Additionally, prior work assessed perfusion in the LAD and LCx territories of the left ventricle along with the RCA territory of the right ventricle15, while this study only assessed perfusion in the LAD and LCx territories within the left ventricle. Specifically, image registration of V1 and V2 enables maximum intensity projection (MIP) image generation, where the resulting biventricular opacification can be used for segmentation of the main wall of the right ventricular for RCA perfusion measurements15. Without registration, however, only left ventricular segmentation can be performed. That said, if a triphasic injection protocol were to be employed, left and right ventricular opacification can be achieved within the V2 volume scan alone30, enabling biventricular perfusion measurement. Moreover, regarding the perfusion territories assessed, spatially matched virtual tissue plugs were used primarily for perfusion validation. In practice, however, minimum-cost-path perfusion territory or sub-territory assignment will be used for automatic delineation of the coronary perfusion territories, as previously validated31.

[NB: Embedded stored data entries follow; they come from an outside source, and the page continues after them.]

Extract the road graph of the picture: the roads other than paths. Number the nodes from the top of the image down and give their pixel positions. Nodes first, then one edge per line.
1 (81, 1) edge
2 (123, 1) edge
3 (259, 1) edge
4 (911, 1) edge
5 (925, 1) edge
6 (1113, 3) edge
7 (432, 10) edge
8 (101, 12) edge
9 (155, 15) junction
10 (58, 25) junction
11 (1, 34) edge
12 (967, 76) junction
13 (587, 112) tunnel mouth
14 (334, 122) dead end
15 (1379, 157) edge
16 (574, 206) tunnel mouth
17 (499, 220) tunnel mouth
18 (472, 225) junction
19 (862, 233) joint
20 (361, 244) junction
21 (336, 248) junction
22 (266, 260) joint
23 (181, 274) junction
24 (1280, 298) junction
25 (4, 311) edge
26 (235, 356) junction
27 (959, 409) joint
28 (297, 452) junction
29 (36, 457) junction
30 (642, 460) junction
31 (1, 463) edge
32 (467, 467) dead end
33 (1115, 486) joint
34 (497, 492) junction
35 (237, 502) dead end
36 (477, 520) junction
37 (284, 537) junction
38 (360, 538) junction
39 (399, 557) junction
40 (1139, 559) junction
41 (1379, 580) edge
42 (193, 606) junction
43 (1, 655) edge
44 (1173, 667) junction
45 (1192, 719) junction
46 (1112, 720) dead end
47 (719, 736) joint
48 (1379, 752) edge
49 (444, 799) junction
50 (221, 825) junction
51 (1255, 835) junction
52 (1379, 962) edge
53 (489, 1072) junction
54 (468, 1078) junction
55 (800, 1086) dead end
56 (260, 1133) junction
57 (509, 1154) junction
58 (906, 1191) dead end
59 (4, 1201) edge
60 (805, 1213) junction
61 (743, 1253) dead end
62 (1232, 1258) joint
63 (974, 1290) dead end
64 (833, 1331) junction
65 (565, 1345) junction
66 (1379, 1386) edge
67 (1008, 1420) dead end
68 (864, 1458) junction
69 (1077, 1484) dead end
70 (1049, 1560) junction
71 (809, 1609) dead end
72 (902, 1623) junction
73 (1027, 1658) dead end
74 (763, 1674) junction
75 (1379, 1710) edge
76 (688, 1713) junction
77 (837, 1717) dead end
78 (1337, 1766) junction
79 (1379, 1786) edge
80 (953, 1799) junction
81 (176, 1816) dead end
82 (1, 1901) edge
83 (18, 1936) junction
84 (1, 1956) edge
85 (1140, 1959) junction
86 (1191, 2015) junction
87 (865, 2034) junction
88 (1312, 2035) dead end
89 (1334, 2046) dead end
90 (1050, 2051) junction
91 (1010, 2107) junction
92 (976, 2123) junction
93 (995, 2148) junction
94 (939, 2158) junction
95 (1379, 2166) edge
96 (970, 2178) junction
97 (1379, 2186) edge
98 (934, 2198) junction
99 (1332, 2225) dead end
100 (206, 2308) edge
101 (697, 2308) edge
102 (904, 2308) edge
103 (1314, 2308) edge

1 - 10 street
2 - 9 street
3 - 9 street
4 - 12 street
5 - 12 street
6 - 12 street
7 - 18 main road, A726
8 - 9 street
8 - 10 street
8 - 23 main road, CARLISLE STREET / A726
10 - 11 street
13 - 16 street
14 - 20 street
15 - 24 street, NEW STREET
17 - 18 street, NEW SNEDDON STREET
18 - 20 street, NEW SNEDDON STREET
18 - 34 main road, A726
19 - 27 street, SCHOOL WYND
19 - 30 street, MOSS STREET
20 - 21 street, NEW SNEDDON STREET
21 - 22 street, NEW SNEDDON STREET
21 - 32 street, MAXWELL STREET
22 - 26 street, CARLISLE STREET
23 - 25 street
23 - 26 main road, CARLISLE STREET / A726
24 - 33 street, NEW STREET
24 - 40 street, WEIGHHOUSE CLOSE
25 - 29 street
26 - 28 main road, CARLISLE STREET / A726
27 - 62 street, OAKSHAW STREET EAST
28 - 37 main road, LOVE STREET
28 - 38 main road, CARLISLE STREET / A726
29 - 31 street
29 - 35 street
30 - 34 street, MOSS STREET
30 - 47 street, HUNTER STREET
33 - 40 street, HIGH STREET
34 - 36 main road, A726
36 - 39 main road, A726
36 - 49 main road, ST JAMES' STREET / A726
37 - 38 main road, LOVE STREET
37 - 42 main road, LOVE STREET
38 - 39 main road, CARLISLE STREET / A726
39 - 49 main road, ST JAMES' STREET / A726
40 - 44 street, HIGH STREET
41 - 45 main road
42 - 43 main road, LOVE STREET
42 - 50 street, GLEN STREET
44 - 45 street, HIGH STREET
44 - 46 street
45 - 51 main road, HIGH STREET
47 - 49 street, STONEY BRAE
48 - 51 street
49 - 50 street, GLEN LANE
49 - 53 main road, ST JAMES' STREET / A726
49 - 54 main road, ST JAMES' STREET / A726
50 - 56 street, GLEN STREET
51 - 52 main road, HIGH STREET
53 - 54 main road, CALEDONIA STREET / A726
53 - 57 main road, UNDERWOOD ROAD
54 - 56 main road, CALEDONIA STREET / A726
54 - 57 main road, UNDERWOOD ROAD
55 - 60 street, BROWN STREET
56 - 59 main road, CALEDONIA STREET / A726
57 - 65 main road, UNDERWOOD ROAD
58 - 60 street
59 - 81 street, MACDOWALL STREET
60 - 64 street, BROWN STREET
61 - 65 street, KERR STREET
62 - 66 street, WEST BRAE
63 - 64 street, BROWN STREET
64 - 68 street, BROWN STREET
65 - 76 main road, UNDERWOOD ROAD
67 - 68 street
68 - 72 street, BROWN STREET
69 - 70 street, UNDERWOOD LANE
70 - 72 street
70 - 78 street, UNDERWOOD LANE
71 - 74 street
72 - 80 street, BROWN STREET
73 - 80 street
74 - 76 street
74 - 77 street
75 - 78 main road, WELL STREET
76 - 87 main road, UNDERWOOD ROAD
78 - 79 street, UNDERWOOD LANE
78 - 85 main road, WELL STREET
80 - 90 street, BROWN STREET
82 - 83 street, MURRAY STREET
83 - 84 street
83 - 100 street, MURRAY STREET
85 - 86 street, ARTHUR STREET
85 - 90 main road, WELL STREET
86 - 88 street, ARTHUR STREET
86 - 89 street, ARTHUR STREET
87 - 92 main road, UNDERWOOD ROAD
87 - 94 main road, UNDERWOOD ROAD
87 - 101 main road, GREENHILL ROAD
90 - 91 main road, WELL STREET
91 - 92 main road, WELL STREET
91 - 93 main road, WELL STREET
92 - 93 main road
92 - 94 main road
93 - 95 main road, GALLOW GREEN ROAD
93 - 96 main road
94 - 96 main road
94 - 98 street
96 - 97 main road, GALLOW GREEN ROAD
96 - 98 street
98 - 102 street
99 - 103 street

Finally, this study did not evaluate the impact of different registration algorithms on perfusion measurement accuracy. However, our prior CT perfusion results that employed image registration15 were discussed above. Additionally, as the raw data were previously acquired15, the limitations attributed to study design—central contrast injection, intracoronary adenosine, coronary balloon stenosis, small effective chest diameter, and acquisition timing—were all already addressed in detail and did not significantly impact the results of this work15,16,17,18,29.

Conclusion

The motion-immune FPA perfusion technique provides a solution to dynamic CT perfusion measurement in the presence of motion without image registration. By eliminating image registration and using only two volume scans for dynamic CT perfusion measurement, the motion-immune perfusion technique can improve the quantitative accuracy of CT-based CAD risk assessment while also reducing the radiation dose.